*** Opening Record set ***

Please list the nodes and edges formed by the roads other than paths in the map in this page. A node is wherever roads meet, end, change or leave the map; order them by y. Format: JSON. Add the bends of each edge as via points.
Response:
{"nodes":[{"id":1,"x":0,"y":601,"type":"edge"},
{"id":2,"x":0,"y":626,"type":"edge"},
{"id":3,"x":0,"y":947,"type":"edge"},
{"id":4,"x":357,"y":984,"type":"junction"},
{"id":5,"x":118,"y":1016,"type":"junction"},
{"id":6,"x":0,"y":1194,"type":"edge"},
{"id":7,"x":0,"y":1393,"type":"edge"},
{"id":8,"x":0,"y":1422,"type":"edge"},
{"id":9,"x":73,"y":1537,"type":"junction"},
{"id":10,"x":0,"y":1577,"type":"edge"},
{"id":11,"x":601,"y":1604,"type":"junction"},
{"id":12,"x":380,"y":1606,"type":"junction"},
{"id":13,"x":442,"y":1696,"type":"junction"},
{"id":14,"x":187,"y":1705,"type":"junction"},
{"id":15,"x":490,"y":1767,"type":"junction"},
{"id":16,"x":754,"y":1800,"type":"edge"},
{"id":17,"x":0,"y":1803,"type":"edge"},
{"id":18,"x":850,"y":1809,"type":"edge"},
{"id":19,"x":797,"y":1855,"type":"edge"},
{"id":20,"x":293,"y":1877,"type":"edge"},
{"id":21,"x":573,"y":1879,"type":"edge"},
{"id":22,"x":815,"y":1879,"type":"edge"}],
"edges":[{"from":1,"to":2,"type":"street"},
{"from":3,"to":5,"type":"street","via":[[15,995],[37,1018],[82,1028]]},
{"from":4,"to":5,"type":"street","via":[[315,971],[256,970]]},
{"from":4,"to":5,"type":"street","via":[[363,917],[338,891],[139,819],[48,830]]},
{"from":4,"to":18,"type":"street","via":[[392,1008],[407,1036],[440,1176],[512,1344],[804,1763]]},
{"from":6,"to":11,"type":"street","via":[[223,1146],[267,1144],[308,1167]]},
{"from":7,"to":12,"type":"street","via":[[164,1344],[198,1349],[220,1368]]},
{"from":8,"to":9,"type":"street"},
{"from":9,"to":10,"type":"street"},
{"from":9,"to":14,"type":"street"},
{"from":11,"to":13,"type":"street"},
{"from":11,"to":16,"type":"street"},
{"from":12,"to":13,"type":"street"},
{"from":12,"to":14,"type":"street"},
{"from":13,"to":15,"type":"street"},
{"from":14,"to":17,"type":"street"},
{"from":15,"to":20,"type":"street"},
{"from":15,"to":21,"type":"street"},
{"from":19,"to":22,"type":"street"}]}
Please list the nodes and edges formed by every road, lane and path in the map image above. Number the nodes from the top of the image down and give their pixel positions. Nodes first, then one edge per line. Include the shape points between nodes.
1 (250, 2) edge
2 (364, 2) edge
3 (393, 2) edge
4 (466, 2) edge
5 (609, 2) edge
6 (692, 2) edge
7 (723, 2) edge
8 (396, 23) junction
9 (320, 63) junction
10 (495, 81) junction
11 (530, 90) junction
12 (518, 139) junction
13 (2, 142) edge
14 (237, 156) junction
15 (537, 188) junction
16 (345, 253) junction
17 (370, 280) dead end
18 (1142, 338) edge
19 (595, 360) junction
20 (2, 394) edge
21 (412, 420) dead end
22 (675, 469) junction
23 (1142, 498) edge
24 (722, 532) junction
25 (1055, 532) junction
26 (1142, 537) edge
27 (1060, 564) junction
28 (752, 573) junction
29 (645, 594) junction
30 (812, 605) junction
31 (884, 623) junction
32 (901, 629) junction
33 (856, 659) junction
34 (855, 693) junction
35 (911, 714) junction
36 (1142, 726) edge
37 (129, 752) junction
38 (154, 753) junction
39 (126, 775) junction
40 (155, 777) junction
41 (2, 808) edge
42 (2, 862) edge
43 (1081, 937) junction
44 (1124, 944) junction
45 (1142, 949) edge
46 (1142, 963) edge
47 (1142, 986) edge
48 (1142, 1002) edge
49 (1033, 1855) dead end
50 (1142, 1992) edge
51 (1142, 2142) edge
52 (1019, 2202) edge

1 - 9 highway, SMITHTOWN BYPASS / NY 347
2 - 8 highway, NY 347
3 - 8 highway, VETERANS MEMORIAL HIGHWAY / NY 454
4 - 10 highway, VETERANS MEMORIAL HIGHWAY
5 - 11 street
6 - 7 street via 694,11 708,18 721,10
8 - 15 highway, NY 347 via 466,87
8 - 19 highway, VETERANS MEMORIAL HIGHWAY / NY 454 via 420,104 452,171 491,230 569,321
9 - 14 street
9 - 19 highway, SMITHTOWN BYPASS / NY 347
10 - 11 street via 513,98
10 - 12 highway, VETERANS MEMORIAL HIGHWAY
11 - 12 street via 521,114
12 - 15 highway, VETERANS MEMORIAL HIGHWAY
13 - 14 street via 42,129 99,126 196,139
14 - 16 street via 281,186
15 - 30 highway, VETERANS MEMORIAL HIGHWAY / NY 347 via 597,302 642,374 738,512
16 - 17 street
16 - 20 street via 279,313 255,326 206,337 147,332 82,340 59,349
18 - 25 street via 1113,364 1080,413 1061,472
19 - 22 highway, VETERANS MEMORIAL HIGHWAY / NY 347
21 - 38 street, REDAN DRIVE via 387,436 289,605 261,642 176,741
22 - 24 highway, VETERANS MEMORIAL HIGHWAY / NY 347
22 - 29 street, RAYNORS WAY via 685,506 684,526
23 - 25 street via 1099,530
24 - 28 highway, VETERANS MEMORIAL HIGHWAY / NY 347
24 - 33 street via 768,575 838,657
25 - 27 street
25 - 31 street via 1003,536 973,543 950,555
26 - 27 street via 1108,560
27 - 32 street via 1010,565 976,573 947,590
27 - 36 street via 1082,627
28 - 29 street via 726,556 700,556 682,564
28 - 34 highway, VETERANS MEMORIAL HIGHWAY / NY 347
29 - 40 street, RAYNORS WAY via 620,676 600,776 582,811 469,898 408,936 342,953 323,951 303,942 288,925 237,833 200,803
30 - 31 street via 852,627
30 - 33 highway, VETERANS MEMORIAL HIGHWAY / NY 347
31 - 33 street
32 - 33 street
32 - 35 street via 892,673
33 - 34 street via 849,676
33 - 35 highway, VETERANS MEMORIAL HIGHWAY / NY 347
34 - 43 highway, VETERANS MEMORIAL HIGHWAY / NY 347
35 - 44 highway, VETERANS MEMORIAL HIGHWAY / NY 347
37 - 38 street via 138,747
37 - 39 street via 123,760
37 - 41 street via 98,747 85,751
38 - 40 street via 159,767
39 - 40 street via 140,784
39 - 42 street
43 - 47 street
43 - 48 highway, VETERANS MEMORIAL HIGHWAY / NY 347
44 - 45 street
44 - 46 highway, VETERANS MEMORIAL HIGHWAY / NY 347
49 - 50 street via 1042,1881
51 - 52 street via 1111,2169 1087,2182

*** Closing Record set ***

**Your instructions:** For the string "BYPASS", return every line of the data where it appears.

**Output below:**
1 - 9 highway, SMITHTOWN BYPASS / NY 347
9 - 19 highway, SMITHTOWN BYPASS / NY 347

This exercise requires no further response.